Jueves 18 de febrero de 2010
El Congreso de los Diputados era escenario ayer de una tensa comparecencia del Presidente del Gobierno, con la crisis económica como telón de fondo. Por mucho que el grupo socialista intentase maquillar la cita apresurándose en su momento a cursarla como una “comparecencia a petición propia”, lo cierto es que el señor Zapatero fue al Hemiciclo obligado por el resto de grupos parlamentarios. Dice muy poco del actual gobierno el hecho de que para abordar una cuestión tan importante como la económica se tenga que forzar al Presidente a que acuda al Parlamento. Y dice menos aún que en un monográfico sobre la crisis como el de ayer, los líderes de ambos partidos aprovechen la oportunidad para enfangarse en un cara a cara bronco en las formas y vacío en el fondo.
Habría que preguntarle al señor Zapatero de dónde toma esos datos tan optimistas que aporta cada vez que tiene un micrófono delante; rara es la ocasión en la que no se descuelga con un “estamos saliendo de la crisis” o “en breve volveremos a crear empleo”, por no hablar de los ya célebres “brotes verdes”. Que ayer el Presidente del Gobierno apenas desgranase iniciativa alguna que paliase la calamitosa situación de la economía española es casi más preocupante que la propia situación económica en sí. Aunque tampoco es demasiado alentador el discurso de Mariano Rajoy afirmando que “si tuviera los votos suficientes, Zapatero ya no estaría ahí”, como caballo de batalla de su intervención. José Luis Rodríguez Zapatero gobierna porque Mariano Rajoy perdió ante él dos elecciones generales, argumento que desempolva el mismo Rajoy al recordar que no tiene los votos suficientes. Y quitando que el líder de la oposición al menos cantó las verdades del barquero, lo cierto y verdad es que lo acontecido en la Cámara se deduce que la crisis ha alcanzado al parlamentarismo español, acostumbrado a los mejores tiempos que corrían con Cánovas, Canalejas, Maura o Azaña.
Con todo, lo anterior huelga a la hora de cumplir con las obligaciones que contrajeron con sus electores, los cuales esperaban algo más de la sesión de ayer.
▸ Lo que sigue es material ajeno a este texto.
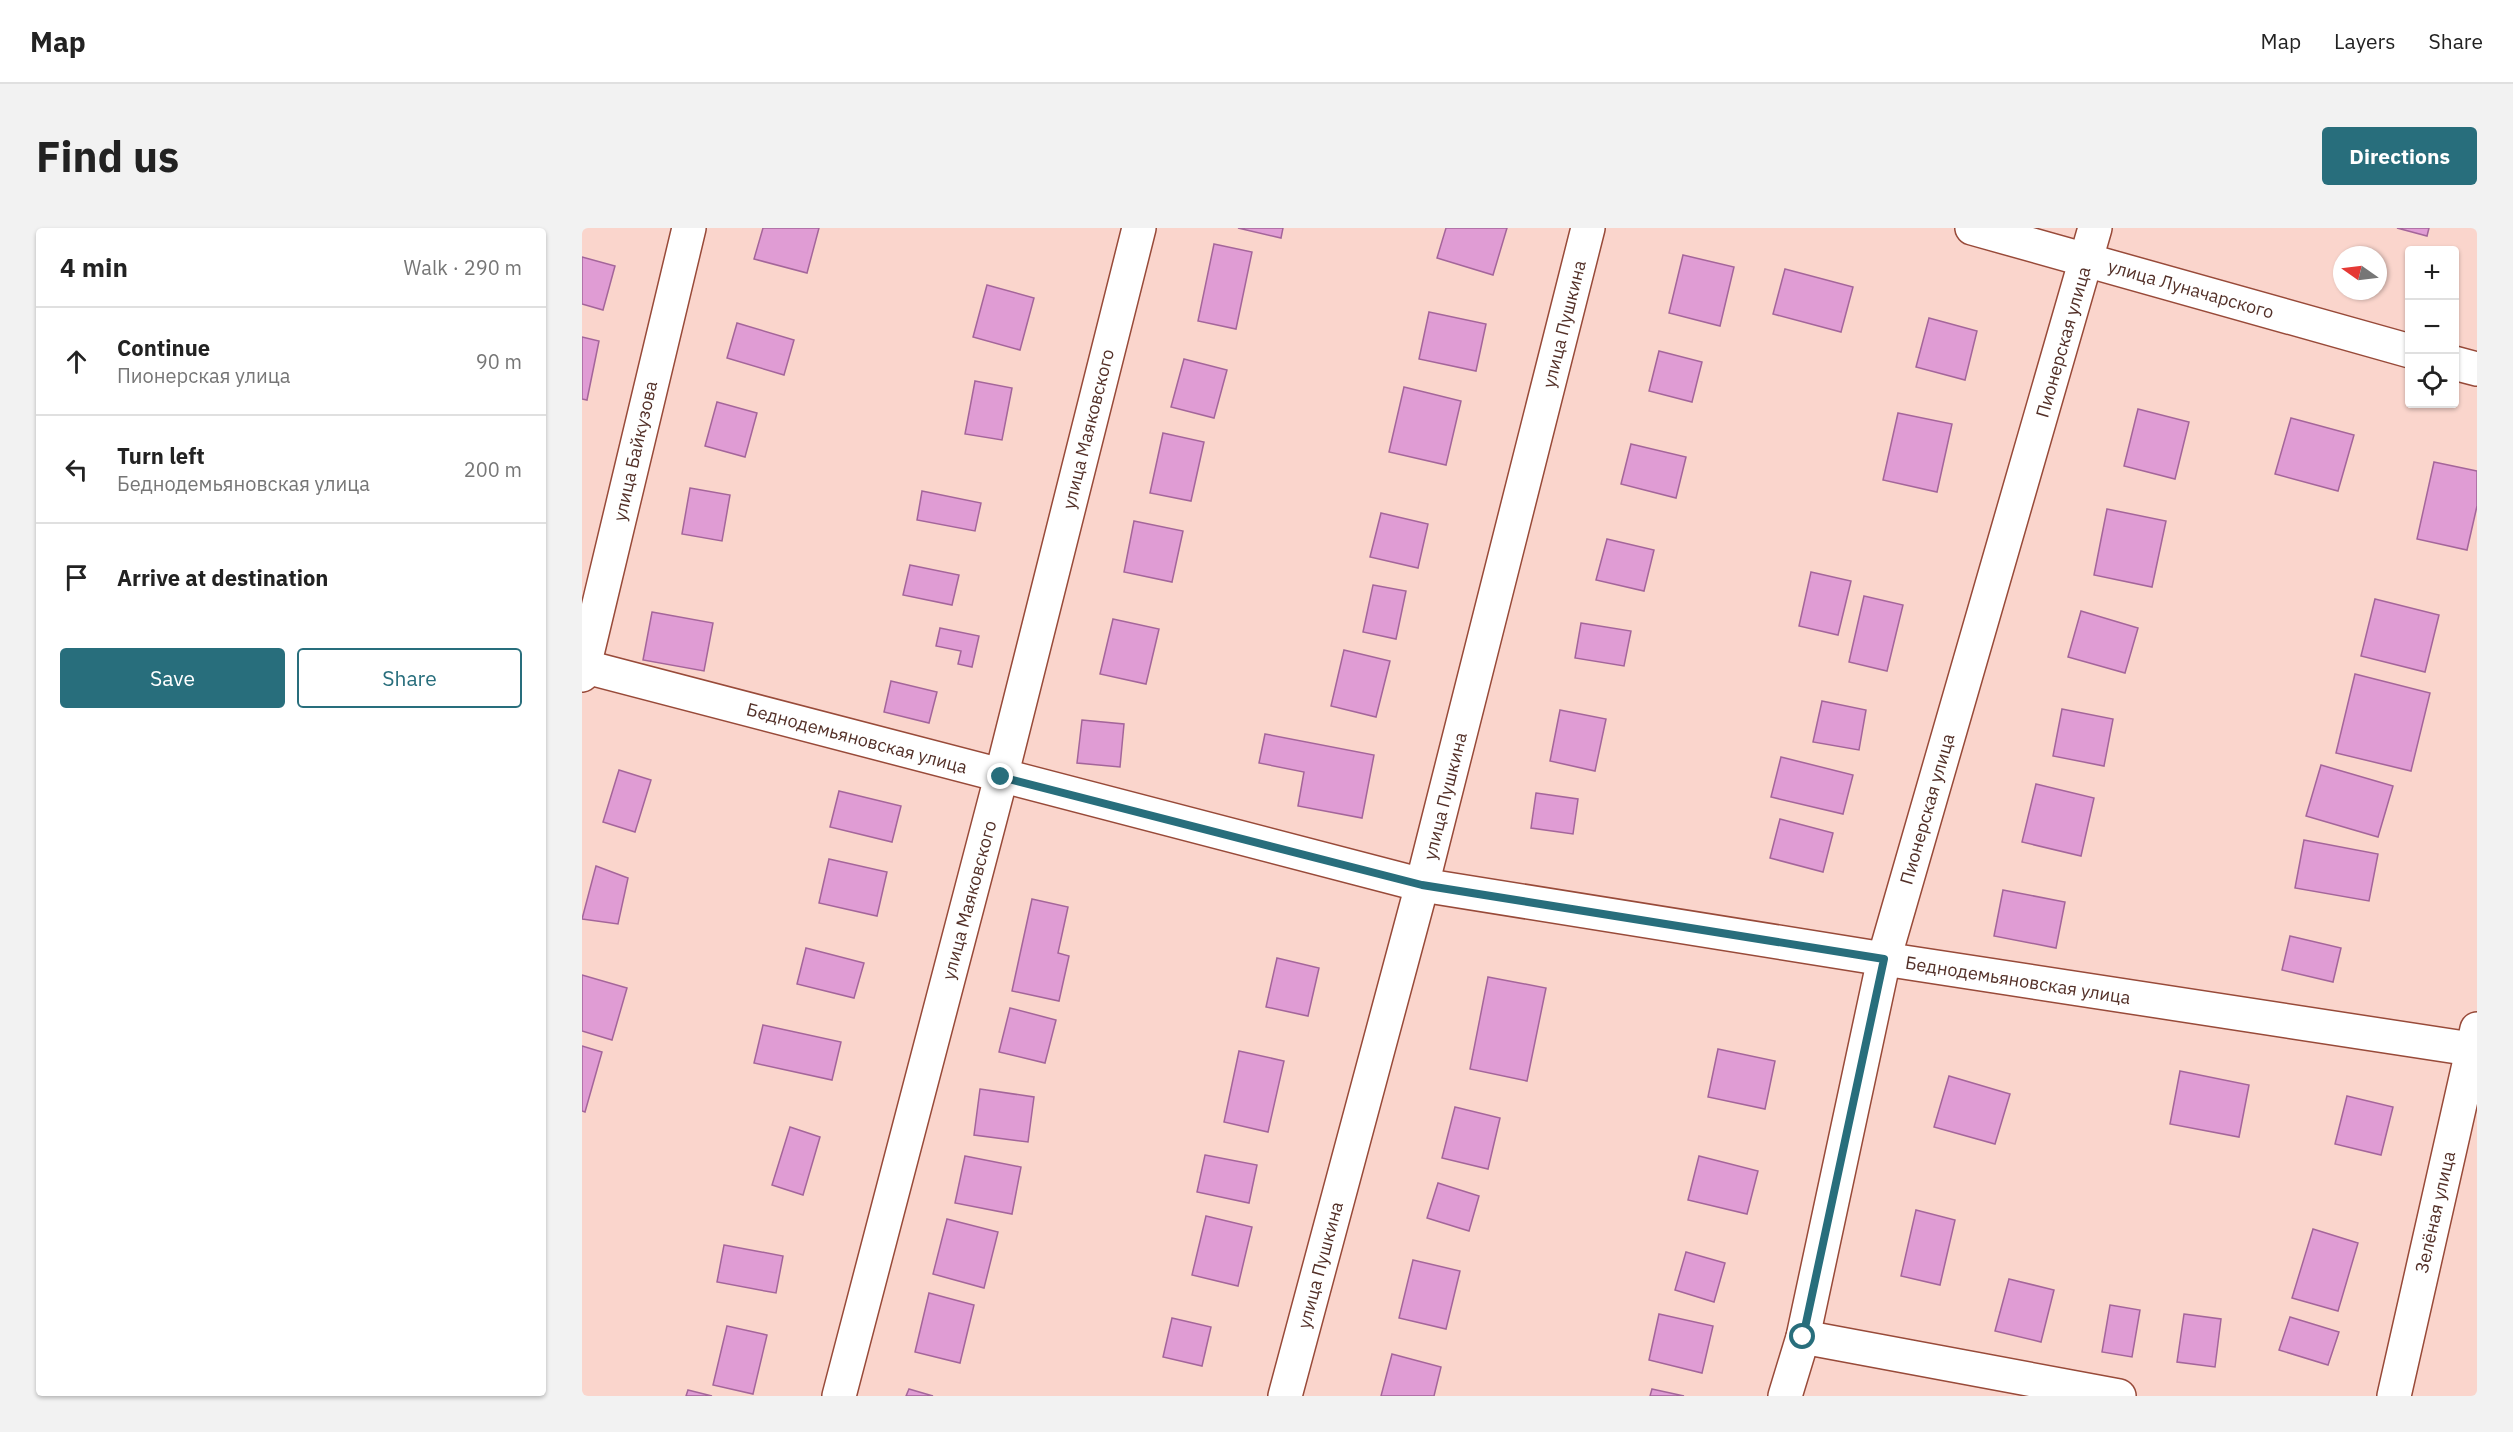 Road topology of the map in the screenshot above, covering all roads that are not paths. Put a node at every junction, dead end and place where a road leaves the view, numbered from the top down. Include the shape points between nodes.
1 (689, 228) edge
2 (1139, 228) edge
3 (1588, 228) edge
4 (1972, 228) edge
5 (2095, 228) edge
6 (2086, 260) junction
7 (2405, 350) edge
8 (2459, 364) edge
9 (2477, 369) edge
10 (583, 669) edge
11 (1001, 777) junction
12 (1422, 885) junction
13 (1884, 959) junction
14 (2476, 1043) edge
15 (1803, 1337) junction
16 (838, 1396) edge
17 (1285, 1396) edge
18 (1785, 1396) edge
19 (2120, 1396) edge
20 (2394, 1396) edge

1 - 10 street, улица Байкузова
2 - 11 street, улица Маяковского
3 - 12 street, улица Пушкина
4 - 6 street, улица Луначарского
5 - 6 street, Пионерская улица
6 - 7 street, улица Луначарского
6 - 13 street, Пионерская улица
8 - 9 street
10 - 11 street, Беднодемьяновская улица
11 - 12 street, Беднодемьяновская улица
11 - 16 street, улица Маяковского
12 - 13 street, Беднодемьяновская улица
12 - 17 street, улица Пушкина
13 - 14 street, Беднодемьяновская улица
13 - 15 street, Пионерская улица
14 - 20 street, Зелёная улица
15 - 18 street, Пионерская улица
15 - 19 street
La ciudadanía demanda a su clase política que sea capaz de aportar soluciones ante la marcha de una economía cada vez con más tendencia a helenizarse, en vez de comprobar cómo se enzarzan en estériles debates cuyo fin último es ver si han sido capaces de ganar en las encuestas. Y, si de encuestas se trata, los actuales empresarios del poder españoles deberían preocuparse por lo mal que les tratan los sondeos: al parecer, la ciudadanía está harta de que sus políticos se dediquen a maximizar poder, en lugar de proponer e implementar medidas económicas concretas y contundentes. Porque España necesita algo más que virtualidad. Necesita medidas eficaces, y además de manera urgente. Antes de que sea demasiado tarde.